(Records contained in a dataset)
= = = = =
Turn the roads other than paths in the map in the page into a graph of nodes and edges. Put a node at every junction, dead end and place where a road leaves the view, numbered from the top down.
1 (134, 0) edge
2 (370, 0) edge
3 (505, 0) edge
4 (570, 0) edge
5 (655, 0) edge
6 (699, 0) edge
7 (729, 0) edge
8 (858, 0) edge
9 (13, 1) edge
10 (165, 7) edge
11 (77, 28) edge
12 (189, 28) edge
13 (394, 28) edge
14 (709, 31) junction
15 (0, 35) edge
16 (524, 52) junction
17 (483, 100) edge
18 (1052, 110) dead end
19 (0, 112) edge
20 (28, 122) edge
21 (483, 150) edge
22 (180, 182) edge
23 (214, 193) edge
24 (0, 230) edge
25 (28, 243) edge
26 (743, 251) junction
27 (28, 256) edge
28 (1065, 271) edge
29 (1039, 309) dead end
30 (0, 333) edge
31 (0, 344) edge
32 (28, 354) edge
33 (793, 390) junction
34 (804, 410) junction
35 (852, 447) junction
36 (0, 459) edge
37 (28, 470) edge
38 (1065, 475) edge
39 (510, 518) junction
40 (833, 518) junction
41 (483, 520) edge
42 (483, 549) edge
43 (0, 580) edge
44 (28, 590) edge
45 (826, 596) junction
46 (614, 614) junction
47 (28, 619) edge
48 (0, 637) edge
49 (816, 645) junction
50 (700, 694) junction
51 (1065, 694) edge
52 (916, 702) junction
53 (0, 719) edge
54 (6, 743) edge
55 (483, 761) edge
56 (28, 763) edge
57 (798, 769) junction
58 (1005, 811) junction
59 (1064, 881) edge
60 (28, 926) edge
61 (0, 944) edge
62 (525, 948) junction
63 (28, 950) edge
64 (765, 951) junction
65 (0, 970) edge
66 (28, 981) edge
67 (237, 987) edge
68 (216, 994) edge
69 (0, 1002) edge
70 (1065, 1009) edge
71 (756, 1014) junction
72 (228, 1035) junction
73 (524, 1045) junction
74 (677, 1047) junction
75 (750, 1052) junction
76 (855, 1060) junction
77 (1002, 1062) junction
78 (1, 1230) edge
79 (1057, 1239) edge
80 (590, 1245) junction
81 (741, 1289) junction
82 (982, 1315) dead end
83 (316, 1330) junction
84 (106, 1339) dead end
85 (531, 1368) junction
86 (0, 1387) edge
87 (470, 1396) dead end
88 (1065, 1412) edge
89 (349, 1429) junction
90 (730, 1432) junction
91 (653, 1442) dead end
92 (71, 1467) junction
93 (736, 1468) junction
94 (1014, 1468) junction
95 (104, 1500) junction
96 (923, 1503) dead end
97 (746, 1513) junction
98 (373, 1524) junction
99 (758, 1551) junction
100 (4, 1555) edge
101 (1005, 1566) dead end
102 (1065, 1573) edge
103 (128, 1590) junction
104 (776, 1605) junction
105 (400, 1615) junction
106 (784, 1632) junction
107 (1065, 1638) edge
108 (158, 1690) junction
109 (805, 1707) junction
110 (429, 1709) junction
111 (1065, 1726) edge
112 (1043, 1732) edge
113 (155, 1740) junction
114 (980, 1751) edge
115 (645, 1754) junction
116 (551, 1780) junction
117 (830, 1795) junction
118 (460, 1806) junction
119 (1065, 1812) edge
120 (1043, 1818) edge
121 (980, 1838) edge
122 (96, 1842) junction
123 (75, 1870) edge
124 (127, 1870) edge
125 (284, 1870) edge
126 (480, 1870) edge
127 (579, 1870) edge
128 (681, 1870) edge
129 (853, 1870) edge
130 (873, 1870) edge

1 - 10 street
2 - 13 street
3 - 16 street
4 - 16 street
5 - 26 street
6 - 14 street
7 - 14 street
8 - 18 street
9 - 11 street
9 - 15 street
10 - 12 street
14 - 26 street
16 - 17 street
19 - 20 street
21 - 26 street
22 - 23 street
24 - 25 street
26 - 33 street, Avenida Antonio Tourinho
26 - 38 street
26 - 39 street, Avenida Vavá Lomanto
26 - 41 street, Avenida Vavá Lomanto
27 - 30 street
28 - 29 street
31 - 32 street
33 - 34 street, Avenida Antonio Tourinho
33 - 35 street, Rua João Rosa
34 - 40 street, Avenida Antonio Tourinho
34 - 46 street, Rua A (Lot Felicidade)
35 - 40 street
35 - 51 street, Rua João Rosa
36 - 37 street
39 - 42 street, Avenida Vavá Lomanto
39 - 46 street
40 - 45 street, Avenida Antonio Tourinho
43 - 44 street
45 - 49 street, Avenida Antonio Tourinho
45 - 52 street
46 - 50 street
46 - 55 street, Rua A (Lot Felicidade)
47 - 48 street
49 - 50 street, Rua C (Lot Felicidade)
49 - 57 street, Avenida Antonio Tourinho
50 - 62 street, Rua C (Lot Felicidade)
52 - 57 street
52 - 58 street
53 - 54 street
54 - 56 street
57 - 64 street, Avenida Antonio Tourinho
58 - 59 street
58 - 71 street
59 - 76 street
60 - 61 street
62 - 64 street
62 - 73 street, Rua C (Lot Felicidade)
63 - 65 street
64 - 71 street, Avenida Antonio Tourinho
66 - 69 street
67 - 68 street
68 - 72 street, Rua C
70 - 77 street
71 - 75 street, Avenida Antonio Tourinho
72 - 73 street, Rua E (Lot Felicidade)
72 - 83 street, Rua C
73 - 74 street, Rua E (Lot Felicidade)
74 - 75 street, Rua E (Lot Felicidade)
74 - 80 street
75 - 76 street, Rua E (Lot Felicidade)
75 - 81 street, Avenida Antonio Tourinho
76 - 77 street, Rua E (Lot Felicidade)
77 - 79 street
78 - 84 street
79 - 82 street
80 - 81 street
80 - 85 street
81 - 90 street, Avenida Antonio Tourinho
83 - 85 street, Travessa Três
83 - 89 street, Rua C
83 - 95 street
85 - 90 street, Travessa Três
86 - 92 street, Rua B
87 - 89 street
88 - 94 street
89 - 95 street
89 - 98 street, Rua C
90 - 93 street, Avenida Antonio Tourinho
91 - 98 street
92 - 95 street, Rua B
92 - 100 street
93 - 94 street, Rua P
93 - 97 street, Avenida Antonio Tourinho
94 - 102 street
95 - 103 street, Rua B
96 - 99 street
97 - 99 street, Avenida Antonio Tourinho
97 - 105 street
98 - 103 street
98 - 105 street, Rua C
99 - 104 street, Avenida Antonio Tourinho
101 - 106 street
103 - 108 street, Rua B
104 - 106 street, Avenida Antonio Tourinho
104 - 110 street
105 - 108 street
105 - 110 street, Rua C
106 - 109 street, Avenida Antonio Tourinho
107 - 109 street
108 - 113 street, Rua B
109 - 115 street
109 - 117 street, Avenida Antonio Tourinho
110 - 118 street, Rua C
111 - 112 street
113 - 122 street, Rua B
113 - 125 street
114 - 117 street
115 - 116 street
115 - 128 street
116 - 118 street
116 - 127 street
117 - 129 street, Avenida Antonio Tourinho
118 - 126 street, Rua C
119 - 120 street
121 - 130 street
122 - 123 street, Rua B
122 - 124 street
= = = = =
▶ _REQUIRED WORK_:
Every line above with the string "Lomanto" in it should be copied into the answer.

▶ _EXPECTED ANSWER_:
26 - 39 street, Avenida Vavá Lomanto
26 - 41 street, Avenida Vavá Lomanto
39 - 42 street, Avenida Vavá Lomanto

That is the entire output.